Section 4. Rules. Each council may adopt rules for its own governance not inconsistent with these bylaws or with rules adopted by the Board of Directors.
Article XIII: Meetings of Members and Voting
Section 1. Annual Meeting. The Annual Meeting of the Association shall be held at such time and place as determined by the Board of Directors for the purpose of reporting on the results of written member ballots and the state of the association, and the conduct of any other business deemed necessary.
Section 2. Special Meetings. Special meetings of the Association may be called by the Board of Directors at any time, or shall be called by the President upon receipt of a written request by two point five percent (2.5%) of regular members and the special meeting shall be announced within thirty (30) days after the filing of such a request with the Secretary.
Section 3. Notice of Meetings. The Secretary shall give at least forty five (45) days written notice to the membership of the Annual Meeting and at least twenty (20) days notice of any special meetings of the Association. The business to be transacted at the meeting of the Association shall be stated in the notice thereof, and no other business may be considered.

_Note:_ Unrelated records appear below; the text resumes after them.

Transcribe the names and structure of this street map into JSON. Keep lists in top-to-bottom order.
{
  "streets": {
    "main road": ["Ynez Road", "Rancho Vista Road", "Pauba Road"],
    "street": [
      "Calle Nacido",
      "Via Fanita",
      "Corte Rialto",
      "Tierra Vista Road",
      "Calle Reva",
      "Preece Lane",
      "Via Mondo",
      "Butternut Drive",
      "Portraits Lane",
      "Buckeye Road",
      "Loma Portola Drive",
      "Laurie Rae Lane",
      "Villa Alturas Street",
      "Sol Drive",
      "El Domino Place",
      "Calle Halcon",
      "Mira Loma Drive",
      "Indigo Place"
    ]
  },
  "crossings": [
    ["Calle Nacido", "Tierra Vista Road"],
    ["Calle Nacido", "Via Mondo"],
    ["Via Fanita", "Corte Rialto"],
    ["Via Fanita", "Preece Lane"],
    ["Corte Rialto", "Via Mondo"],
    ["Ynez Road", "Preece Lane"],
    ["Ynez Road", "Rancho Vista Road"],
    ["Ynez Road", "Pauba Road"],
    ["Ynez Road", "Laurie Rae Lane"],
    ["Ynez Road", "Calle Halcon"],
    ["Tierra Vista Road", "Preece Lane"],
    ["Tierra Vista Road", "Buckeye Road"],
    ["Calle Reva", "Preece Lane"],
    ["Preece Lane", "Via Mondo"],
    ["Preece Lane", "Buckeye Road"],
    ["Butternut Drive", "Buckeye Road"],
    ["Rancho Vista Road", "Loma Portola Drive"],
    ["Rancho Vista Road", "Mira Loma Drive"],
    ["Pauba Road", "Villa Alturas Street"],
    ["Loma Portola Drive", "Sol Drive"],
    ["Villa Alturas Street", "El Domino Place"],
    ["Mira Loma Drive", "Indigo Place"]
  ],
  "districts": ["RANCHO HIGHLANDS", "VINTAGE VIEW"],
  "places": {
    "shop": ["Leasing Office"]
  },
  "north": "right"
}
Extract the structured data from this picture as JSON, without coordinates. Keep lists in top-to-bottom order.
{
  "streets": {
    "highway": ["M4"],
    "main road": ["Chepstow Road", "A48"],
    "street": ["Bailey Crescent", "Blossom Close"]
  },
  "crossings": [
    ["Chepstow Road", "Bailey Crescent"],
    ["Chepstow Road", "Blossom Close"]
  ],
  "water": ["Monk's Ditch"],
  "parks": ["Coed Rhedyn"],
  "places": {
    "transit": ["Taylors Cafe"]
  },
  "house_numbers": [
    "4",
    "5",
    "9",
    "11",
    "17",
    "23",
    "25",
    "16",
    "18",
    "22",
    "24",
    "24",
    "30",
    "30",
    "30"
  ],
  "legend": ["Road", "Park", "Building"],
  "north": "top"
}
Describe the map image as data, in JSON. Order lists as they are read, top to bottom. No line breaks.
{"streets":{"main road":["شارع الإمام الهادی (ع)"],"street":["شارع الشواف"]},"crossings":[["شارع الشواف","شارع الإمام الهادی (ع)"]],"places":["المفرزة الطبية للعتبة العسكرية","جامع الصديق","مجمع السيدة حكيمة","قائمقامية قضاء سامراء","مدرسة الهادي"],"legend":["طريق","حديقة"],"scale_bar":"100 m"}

Section 4. Voting at Meetings. At meetings of the Association, each regular member shall have one (1) vote and may take part and vote in person only. A quorum shall consist of at least five percent (5%) of regular members. For purposes of votes relating to an appear of a chapter charter revocation under Article IV, Section 4, proxies may be allowed for purposes of voting and determining whether a quorum has been reached. Otherwise, no proxies are allowed.
Section 5. Voting by Written Ballot. When specific action is needed by the members as set forth in Article IV, Section 4 (appeal of chapter charter revocation), Article VI, Section 1 (dues increase greater than twenty percent (20%) from prior year), Article XI, Section 2 (bylaws amendments) and Article XI, Section 4 (elections after Nominating Committee action), the Secretary shall prepare a ballot and submit it to the regular members at least 45 days in advance of the Annual Meeting. Proposals to be offered to the members for a ballot vote, except election ballots, shall first be approved by the Board of Directors unless the proposal is endorsed by two point five percent (2.5%) of all regular members in which case Board approval shall not be necessary. A majority of regular members voting by the date established by the Secretary in the ballot shall govern.
Section 6. Procedure. The meetings of this Association shall be conducted in accordance with the current edition of Roberts Rules of Order, except where modified by these bylaws.
Section 7. Cancellation of Meetings. The Board of Directors may cancel any Annual Meeting for good cause.
Article XIV: Finances
Section 1. Fiscal Period. The fiscal period of the Association shall be July 1st through June 30th.
Section 2. Budget. The Board shall adopt in advance of the next fiscal period, annual operating and capital budgets.
Section 3. Audit. The financial documents of the Association shall be audited not less than annually by a certified public accountant that shall be appointed by the Board of Directors and who shall provide financial statements to the Board.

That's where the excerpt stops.